The tribunal had been entitled to find in the alternative that the direct discrimination and harassment claims were not made out. It was permissible to draw a distinction between Dr Mackereth’s beliefs and the way he manifested them, finding that any employee not prepared to utilise a service user’s chosen pronoun would have been treated the same way.
The tribunal had also been entitled to reject the indirect discrimination claim. In holding that the PCPs were necessary and proportionate, it carefully considered the lack of practical alternatives to face-to-face contact with service users. In noting that Dr Mackereth had not identified any further alternatives, over and above those considered and discounted by his employer, this did not amount to the imposition of the burden of proof on him.
Direct Discrimination: Gender critical feminist suffered direct discrimination for expressing her beliefs in a manner that was not “objectively offensive”
In Forstater v CGD Europe and others ET/22200909/2019, an employment tribunal has upheld a claim of direct discrimination on ground of belief, where an individual’s contract was not renewed because she had expressed gender critical beliefs which some colleagues found offensive. This follows an earlier EAT judgment in which her gender critical beliefs had been held to be protected as a philosophical belief under the Equality Act 2010. They included the belief that a person’s sex is an immutable biological fact, not a feeling or an identity, and that a trans woman is not in reality a woman. The claimant had described a prominent gender-fluid individual as a “part-time cross dresser” and a “man in heels” who should not have accepted an accolade intended for female executives. She had also left a gender critical campaign booklet in the office (which she later apologised for) and posted a campaign video on twitter containing ominous music and imagery, which argued that gender self-ID put women and girls at greater risk.

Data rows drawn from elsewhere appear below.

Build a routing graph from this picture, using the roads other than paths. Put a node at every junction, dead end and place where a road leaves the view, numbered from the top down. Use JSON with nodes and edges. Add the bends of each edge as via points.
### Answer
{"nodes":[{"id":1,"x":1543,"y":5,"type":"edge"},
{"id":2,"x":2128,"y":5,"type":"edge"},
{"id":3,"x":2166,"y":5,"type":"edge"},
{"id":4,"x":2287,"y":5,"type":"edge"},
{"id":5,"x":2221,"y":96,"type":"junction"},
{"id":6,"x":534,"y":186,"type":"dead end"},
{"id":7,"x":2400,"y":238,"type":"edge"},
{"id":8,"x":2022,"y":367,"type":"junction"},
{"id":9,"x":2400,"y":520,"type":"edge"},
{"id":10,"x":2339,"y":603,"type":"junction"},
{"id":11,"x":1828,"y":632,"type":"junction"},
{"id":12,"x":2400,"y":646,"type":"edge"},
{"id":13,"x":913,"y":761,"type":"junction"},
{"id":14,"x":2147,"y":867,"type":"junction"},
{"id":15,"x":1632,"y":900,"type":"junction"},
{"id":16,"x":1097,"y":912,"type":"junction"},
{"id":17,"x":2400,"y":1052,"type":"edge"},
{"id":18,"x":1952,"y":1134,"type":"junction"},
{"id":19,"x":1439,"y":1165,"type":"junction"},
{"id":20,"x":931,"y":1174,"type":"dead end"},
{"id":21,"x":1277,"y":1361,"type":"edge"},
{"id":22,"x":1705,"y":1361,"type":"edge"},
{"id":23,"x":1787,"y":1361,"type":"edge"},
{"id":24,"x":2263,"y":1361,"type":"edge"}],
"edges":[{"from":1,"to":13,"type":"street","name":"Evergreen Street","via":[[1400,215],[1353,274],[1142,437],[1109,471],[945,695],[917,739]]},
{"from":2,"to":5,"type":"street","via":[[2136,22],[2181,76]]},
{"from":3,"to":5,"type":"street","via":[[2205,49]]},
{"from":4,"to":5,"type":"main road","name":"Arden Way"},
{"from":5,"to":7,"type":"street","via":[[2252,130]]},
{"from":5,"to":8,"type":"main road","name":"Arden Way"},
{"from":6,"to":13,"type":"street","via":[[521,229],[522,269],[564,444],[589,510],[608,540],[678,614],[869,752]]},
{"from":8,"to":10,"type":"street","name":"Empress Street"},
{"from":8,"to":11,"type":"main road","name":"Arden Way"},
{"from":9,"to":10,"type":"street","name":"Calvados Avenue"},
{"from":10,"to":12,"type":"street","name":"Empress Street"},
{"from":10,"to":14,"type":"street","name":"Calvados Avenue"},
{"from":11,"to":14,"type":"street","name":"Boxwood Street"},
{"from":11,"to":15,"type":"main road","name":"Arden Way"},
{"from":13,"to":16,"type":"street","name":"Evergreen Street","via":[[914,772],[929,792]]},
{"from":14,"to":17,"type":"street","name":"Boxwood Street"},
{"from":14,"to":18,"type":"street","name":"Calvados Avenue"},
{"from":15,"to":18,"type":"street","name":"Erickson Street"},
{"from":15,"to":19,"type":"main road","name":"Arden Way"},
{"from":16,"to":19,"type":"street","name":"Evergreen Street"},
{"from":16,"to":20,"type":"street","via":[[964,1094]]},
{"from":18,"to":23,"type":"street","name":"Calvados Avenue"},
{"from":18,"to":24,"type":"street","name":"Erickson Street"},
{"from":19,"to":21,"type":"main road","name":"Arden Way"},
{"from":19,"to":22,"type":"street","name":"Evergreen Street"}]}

The respondents argued that it was the way in which the claimant had expressed her beliefs, and not the fact that she held them, that had been the reason for non-renewal. The tribunal held, following earlier case law, that the way in which a belief is manifested is only dissociable from the belief itself where it is done in a manner which is inappropriate or to which objection can reasonably be taken, bearing in mind an individual’s qualified right to manifest their belief under Article 9 of the European Convention on Human Rights. In this case, the claimant’s tweets and other communications were little more than an assertion of the core protected belief (which could not be objected to even though it was capable of causing offence). In some cases the claimant had been provocative or mocking but this was the “common currency of debate” and was not objectively offensive or unreasonable.
The claimant had also been victimised when her profile was taken off the respondent’s website after she talked to The Sunday Times about her discrimination case. However, her claims of indirect discrimination and harassment were dismissed.